──────── SOURCE INFORMATION ────────

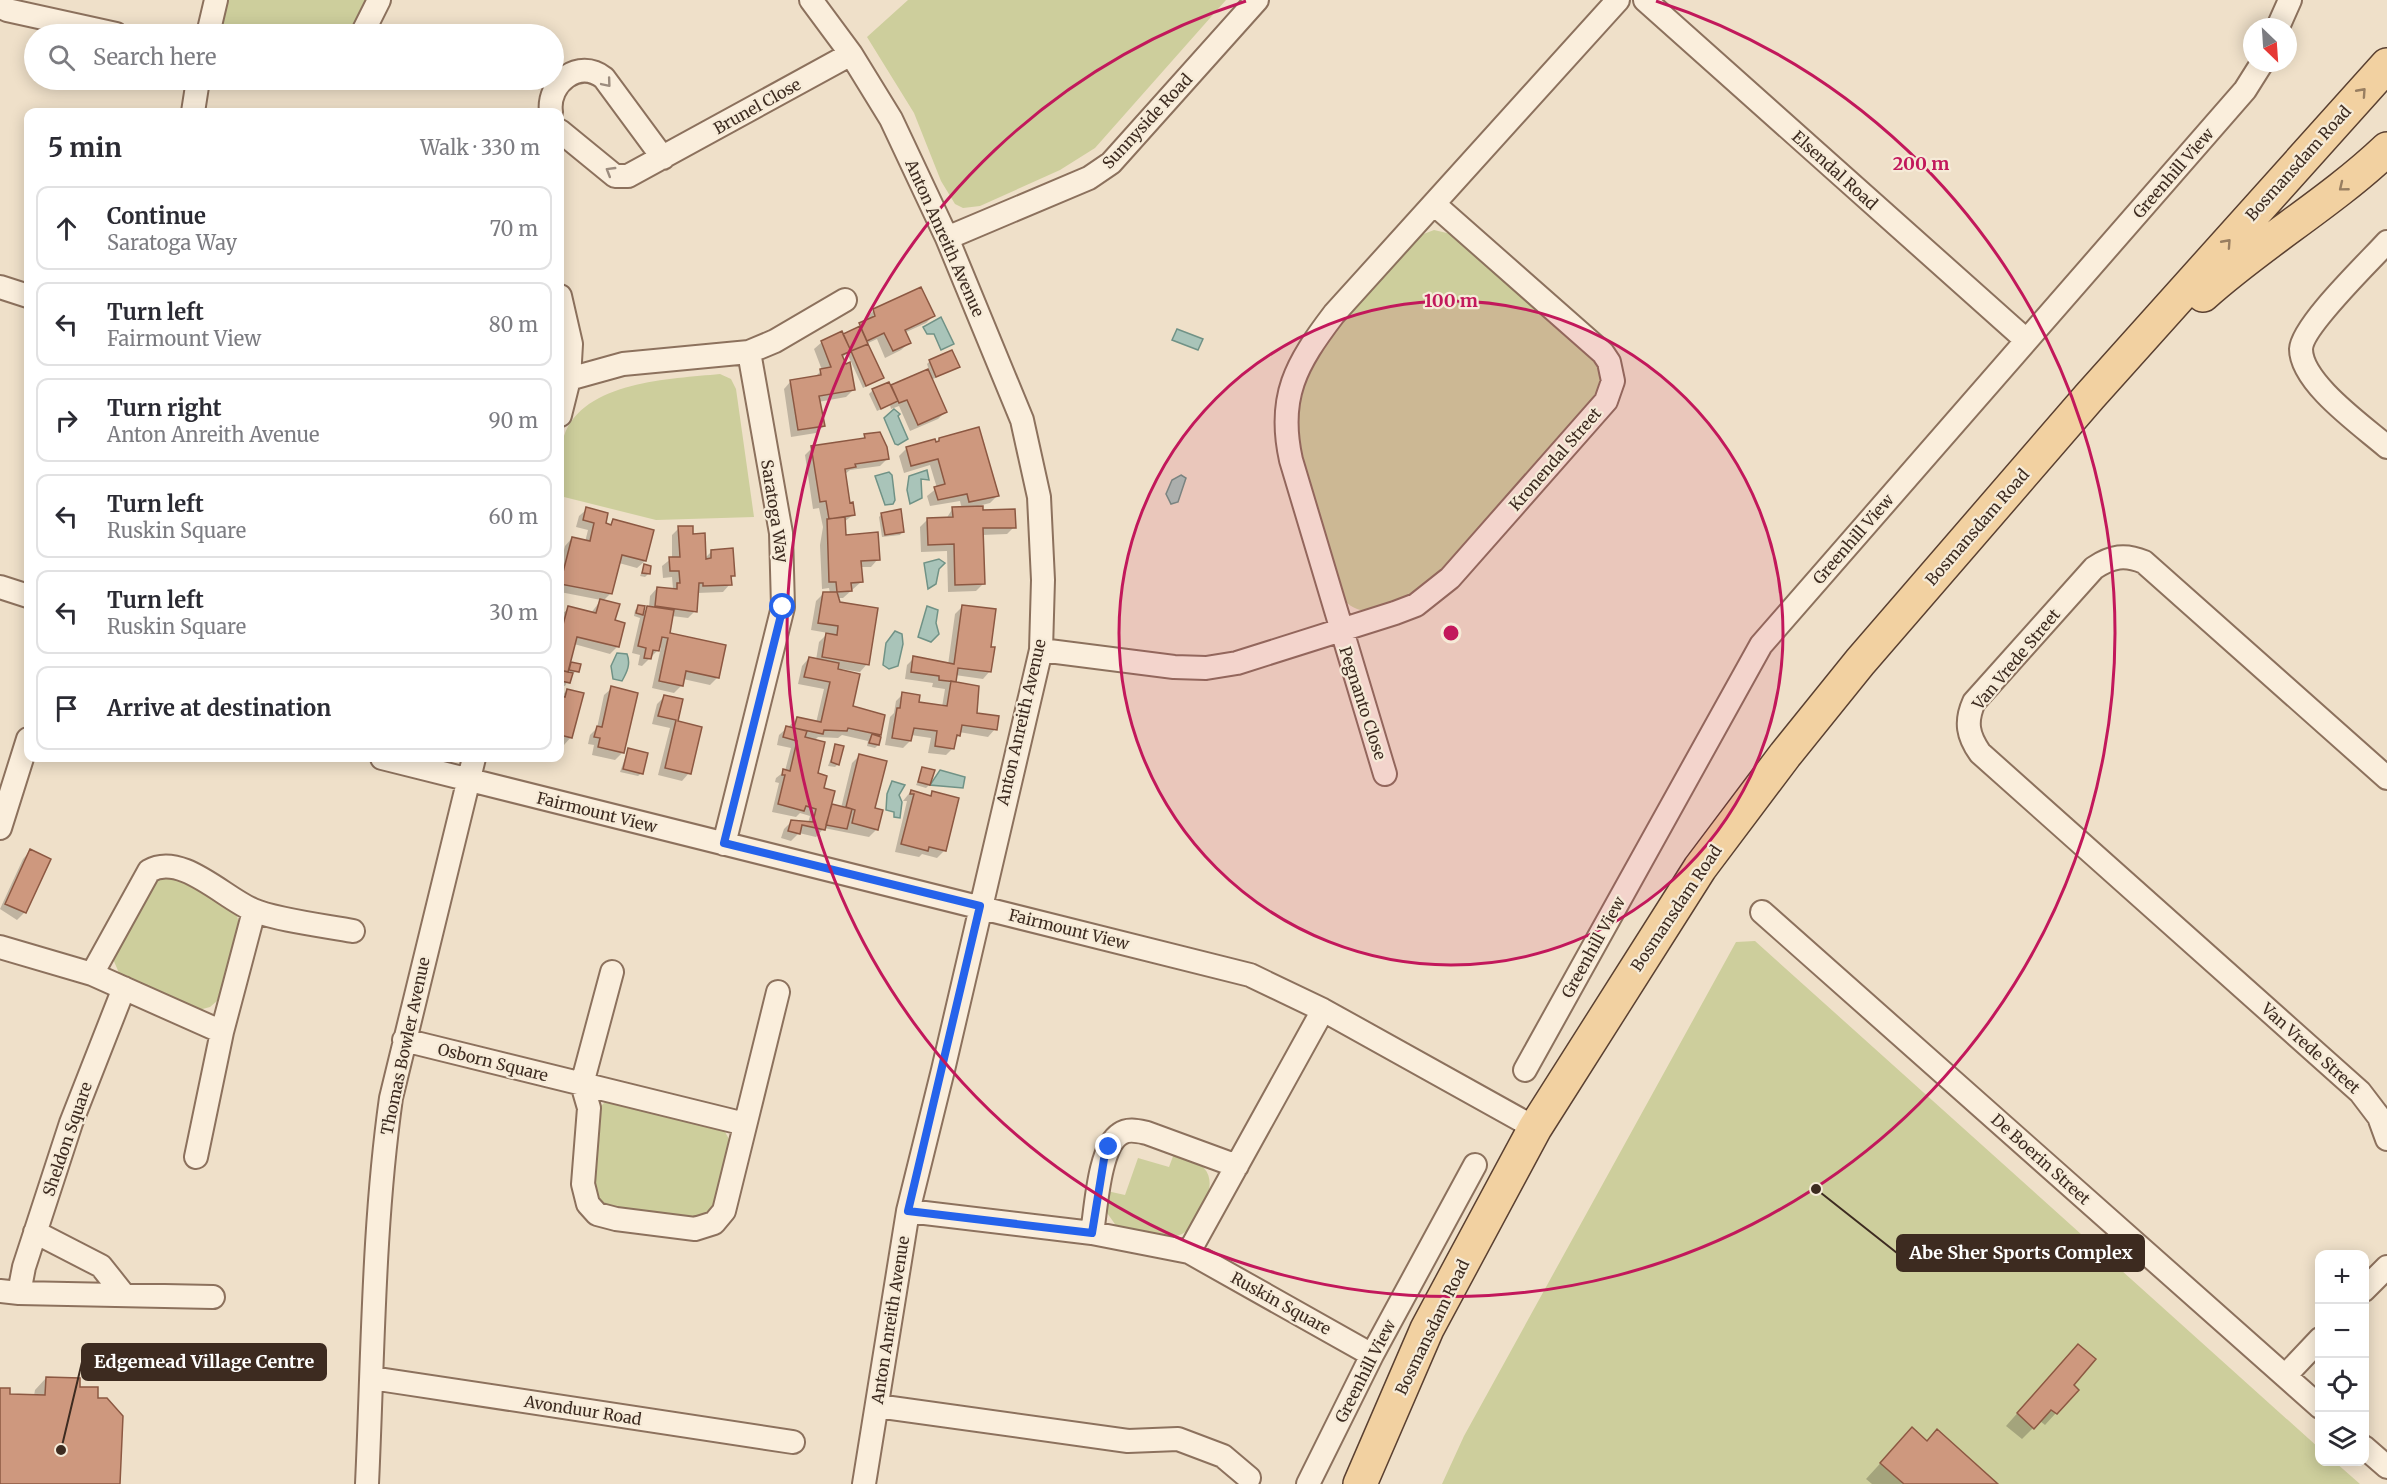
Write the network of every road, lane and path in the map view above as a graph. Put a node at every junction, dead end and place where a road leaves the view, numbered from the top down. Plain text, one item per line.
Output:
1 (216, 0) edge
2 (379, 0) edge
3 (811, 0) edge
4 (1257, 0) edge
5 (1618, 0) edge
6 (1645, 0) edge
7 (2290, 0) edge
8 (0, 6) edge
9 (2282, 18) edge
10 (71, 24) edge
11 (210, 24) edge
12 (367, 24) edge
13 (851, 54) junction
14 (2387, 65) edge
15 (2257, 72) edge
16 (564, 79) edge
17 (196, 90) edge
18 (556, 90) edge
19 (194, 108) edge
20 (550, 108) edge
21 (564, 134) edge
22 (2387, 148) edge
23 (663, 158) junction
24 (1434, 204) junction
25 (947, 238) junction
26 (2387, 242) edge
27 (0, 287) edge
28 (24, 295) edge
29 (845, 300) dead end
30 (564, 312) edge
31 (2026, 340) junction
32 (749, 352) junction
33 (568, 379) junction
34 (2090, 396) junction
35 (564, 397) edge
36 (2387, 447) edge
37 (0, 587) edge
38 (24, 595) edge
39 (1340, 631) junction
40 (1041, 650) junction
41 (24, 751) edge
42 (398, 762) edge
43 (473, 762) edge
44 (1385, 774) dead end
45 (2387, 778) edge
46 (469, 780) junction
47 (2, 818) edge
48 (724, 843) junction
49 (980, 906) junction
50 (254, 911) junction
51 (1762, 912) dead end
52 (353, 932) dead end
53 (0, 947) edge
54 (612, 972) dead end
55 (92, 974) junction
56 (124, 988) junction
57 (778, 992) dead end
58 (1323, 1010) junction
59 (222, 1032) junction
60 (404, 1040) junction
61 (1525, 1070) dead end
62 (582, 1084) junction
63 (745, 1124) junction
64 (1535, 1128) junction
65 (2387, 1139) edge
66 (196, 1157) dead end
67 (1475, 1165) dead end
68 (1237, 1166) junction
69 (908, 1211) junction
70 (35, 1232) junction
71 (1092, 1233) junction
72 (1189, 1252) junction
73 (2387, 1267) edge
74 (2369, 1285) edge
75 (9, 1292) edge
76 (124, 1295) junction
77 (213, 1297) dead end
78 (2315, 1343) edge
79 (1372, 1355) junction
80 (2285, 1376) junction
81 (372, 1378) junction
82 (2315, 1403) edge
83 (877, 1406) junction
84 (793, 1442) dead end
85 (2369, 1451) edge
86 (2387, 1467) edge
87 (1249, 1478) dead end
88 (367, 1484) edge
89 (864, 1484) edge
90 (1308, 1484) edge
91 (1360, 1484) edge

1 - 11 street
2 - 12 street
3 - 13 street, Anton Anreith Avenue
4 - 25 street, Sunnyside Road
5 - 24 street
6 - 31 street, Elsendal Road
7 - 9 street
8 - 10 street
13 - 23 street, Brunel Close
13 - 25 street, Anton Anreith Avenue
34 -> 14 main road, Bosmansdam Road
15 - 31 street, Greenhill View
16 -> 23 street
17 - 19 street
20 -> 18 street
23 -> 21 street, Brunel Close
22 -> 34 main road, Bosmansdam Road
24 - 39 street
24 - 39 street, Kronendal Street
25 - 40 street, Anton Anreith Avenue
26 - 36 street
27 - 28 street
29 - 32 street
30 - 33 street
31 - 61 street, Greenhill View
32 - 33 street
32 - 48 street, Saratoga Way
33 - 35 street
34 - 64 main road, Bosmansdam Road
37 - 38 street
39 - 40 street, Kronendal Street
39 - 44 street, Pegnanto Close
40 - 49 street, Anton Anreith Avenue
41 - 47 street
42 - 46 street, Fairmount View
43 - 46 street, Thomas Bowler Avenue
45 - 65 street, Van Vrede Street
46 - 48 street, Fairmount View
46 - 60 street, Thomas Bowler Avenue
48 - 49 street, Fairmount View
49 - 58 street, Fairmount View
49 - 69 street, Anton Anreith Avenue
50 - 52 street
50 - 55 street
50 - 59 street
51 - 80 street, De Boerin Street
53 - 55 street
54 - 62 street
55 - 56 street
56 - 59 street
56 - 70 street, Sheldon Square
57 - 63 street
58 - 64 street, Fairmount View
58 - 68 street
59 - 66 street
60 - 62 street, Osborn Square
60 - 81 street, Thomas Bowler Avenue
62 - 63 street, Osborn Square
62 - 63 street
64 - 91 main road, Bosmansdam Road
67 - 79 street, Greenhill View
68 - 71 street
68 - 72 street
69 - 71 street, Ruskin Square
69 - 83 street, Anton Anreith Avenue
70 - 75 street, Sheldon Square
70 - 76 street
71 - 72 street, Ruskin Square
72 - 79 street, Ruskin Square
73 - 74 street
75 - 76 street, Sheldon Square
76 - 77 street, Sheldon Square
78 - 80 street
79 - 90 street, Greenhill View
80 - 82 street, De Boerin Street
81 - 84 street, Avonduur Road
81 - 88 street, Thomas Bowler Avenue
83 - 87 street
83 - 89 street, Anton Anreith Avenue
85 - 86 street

────────

> **PROBLEM TO WORK ON**: Skip the pictures and give the entries above again word for word.

> **EXERCISE ANSWER**:
Write the network of every road, lane and path in the map view above as a graph. Put a node at every junction, dead end and place where a road leaves the view, numbered from the top down. Plain text, one item per line.
Output:
1 (216, 0) edge
2 (379, 0) edge
3 (811, 0) edge
4 (1257, 0) edge
5 (1618, 0) edge
6 (1645, 0) edge
7 (2290, 0) edge
8 (0, 6) edge
9 (2282, 18) edge
10 (71, 24) edge
11 (210, 24) edge
12 (367, 24) edge
13 (851, 54) junction
14 (2387, 65) edge
15 (2257, 72) edge
16 (564, 79) edge
17 (196, 90) edge
18 (556, 90) edge
19 (194, 108) edge
20 (550, 108) edge
21 (564, 134) edge
22 (2387, 148) edge
23 (663, 158) junction
24 (1434, 204) junction
25 (947, 238) junction
26 (2387, 242) edge
27 (0, 287) edge
28 (24, 295) edge
29 (845, 300) dead end
30 (564, 312) edge
31 (2026, 340) junction
32 (749, 352) junction
33 (568, 379) junction
34 (2090, 396) junction
35 (564, 397) edge
36 (2387, 447) edge
37 (0, 587) edge
38 (24, 595) edge
39 (1340, 631) junction
40 (1041, 650) junction
41 (24, 751) edge
42 (398, 762) edge
43 (473, 762) edge
44 (1385, 774) dead end
45 (2387, 778) edge
46 (469, 780) junction
47 (2, 818) edge
48 (724, 843) junction
49 (980, 906) junction
50 (254, 911) junction
51 (1762, 912) dead end
52 (353, 932) dead end
53 (0, 947) edge
54 (612, 972) dead end
55 (92, 974) junction
56 (124, 988) junction
57 (778, 992) dead end
58 (1323, 1010) junction
59 (222, 1032) junction
60 (404, 1040) junction
61 (1525, 1070) dead end
62 (582, 1084) junction
63 (745, 1124) junction
64 (1535, 1128) junction
65 (2387, 1139) edge
66 (196, 1157) dead end
67 (1475, 1165) dead end
68 (1237, 1166) junction
69 (908, 1211) junction
70 (35, 1232) junction
71 (1092, 1233) junction
72 (1189, 1252) junction
73 (2387, 1267) edge
74 (2369, 1285) edge
75 (9, 1292) edge
76 (124, 1295) junction
77 (213, 1297) dead end
78 (2315, 1343) edge
79 (1372, 1355) junction
80 (2285, 1376) junction
81 (372, 1378) junction
82 (2315, 1403) edge
83 (877, 1406) junction
84 (793, 1442) dead end
85 (2369, 1451) edge
86 (2387, 1467) edge
87 (1249, 1478) dead end
88 (367, 1484) edge
89 (864, 1484) edge
90 (1308, 1484) edge
91 (1360, 1484) edge

1 - 11 street
2 - 12 street
3 - 13 street, Anton Anreith Avenue
4 - 25 street, Sunnyside Road
5 - 24 street
6 - 31 street, Elsendal Road
7 - 9 street
8 - 10 street
13 - 23 street, Brunel Close
13 - 25 street, Anton Anreith Avenue
34 -> 14 main road, Bosmansdam Road
15 - 31 street, Greenhill View
16 -> 23 street
17 - 19 street
20 -> 18 street
23 -> 21 street, Brunel Close
22 -> 34 main road, Bosmansdam Road
24 - 39 street
24 - 39 street, Kronendal Street
25 - 40 street, Anton Anreith Avenue
26 - 36 street
27 - 28 street
29 - 32 street
30 - 33 street
31 - 61 street, Greenhill View
32 - 33 street
32 - 48 street, Saratoga Way
33 - 35 street
34 - 64 main road, Bosmansdam Road
37 - 38 street
39 - 40 street, Kronendal Street
39 - 44 street, Pegnanto Close
40 - 49 street, Anton Anreith Avenue
41 - 47 street
42 - 46 street, Fairmount View
43 - 46 street, Thomas Bowler Avenue
45 - 65 street, Van Vrede Street
46 - 48 street, Fairmount View
46 - 60 street, Thomas Bowler Avenue
48 - 49 street, Fairmount View
49 - 58 street, Fairmount View
49 - 69 street, Anton Anreith Avenue
50 - 52 street
50 - 55 street
50 - 59 street
51 - 80 street, De Boerin Street
53 - 55 street
54 - 62 street
55 - 56 street
56 - 59 street
56 - 70 street, Sheldon Square
57 - 63 street
58 - 64 street, Fairmount View
58 - 68 street
59 - 66 street
60 - 62 street, Osborn Square
60 - 81 street, Thomas Bowler Avenue
62 - 63 street, Osborn Square
62 - 63 street
64 - 91 main road, Bosmansdam Road
67 - 79 street, Greenhill View
68 - 71 street
68 - 72 street
69 - 71 street, Ruskin Square
69 - 83 street, Anton Anreith Avenue
70 - 75 street, Sheldon Square
70 - 76 street
71 - 72 street, Ruskin Square
72 - 79 street, Ruskin Square
73 - 74 street
75 - 76 street, Sheldon Square
76 - 77 street, Sheldon Square
78 - 80 street
79 - 90 street, Greenhill View
80 - 82 street, De Boerin Street
81 - 84 street, Avonduur Road
81 - 88 street, Thomas Bowler Avenue
83 - 87 street
83 - 89 street, Anton Anreith Avenue
85 - 86 street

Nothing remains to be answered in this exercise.